# [Your objective]
Give back each line of the listing below that contains the string "Vicente".

# [Stored data]

● ● ● ● ● ● ●

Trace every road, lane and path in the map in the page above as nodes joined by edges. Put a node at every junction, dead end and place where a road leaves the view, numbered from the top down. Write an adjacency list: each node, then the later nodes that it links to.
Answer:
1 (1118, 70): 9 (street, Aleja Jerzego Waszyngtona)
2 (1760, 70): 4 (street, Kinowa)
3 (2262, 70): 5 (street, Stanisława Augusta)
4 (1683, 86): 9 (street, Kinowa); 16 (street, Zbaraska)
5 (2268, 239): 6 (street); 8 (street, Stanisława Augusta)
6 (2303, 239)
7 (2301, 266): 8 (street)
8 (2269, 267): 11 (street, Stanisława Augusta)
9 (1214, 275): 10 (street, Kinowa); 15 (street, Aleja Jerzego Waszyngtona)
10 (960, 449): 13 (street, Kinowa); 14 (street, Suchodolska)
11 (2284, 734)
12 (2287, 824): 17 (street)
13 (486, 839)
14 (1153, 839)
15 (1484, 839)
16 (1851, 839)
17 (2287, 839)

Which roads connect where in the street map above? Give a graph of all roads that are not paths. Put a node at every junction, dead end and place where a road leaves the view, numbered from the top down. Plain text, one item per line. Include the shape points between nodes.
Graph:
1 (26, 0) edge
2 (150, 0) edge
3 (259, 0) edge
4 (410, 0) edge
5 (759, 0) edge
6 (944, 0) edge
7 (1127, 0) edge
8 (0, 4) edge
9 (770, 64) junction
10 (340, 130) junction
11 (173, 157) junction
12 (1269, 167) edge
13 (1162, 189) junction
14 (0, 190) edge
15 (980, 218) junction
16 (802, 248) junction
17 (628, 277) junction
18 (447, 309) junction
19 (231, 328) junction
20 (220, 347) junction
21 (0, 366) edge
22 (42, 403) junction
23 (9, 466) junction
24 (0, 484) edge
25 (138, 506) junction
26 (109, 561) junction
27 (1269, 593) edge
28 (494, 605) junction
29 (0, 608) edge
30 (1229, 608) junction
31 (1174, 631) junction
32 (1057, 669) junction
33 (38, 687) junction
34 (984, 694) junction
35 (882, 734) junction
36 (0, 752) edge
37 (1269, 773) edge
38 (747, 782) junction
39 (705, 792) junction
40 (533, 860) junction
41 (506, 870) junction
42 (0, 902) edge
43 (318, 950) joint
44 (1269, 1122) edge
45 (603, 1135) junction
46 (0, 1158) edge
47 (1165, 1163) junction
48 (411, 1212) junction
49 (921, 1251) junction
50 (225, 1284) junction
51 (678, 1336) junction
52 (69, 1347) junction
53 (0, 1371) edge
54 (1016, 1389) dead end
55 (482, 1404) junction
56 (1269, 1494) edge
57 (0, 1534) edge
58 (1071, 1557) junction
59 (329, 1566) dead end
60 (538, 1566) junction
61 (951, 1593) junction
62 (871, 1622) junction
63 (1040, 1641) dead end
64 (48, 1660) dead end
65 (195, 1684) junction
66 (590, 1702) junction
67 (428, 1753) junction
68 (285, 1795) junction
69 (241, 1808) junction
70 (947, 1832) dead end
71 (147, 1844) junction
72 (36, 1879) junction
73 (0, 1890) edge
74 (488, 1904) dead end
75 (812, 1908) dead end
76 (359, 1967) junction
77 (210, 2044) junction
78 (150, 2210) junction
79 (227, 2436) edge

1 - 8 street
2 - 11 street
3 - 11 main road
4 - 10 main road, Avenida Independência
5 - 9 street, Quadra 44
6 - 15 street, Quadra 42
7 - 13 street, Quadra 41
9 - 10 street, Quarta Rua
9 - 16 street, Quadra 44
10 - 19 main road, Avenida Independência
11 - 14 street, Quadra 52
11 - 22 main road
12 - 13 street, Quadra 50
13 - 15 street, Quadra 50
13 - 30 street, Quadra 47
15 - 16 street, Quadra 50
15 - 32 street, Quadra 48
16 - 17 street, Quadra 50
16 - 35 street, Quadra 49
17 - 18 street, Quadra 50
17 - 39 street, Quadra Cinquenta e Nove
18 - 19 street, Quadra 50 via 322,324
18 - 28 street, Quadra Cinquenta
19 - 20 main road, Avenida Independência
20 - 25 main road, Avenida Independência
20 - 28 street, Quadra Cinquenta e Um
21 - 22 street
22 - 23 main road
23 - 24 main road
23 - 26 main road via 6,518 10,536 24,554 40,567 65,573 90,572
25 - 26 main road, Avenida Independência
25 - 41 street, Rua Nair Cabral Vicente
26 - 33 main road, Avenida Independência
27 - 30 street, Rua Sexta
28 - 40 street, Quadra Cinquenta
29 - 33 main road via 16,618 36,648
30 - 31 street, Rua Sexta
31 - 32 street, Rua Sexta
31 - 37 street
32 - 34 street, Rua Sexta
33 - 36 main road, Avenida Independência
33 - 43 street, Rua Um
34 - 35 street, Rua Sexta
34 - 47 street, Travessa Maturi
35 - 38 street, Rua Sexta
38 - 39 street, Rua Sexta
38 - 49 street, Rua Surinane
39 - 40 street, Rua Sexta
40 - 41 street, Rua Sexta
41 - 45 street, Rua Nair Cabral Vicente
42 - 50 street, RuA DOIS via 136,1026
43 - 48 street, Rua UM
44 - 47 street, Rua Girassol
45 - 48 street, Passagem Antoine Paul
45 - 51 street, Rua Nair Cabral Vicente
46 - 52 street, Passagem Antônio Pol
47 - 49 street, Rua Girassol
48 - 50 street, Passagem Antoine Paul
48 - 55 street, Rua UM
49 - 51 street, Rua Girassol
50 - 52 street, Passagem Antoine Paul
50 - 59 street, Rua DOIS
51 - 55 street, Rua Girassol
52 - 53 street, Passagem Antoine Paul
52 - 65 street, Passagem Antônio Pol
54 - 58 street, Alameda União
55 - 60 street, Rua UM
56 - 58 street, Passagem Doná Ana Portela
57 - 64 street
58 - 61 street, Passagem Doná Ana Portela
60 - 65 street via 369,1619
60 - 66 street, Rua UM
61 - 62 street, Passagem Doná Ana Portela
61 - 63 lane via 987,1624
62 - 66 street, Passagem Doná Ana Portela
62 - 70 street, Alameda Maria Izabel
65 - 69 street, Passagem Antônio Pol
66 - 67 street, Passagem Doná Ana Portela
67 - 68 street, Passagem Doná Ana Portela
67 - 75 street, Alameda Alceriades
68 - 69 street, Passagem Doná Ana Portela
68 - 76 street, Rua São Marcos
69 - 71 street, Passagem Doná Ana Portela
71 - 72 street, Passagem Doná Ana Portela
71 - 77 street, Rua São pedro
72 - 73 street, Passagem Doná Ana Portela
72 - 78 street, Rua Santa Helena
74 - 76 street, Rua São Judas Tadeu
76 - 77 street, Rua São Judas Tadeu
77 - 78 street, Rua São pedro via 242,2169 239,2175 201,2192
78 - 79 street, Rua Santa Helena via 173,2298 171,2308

● ● ● ● ● ● ●

# [Expected answer]
25 - 41 street, Rua Nair Cabral Vicente
41 - 45 street, Rua Nair Cabral Vicente
45 - 51 street, Rua Nair Cabral Vicente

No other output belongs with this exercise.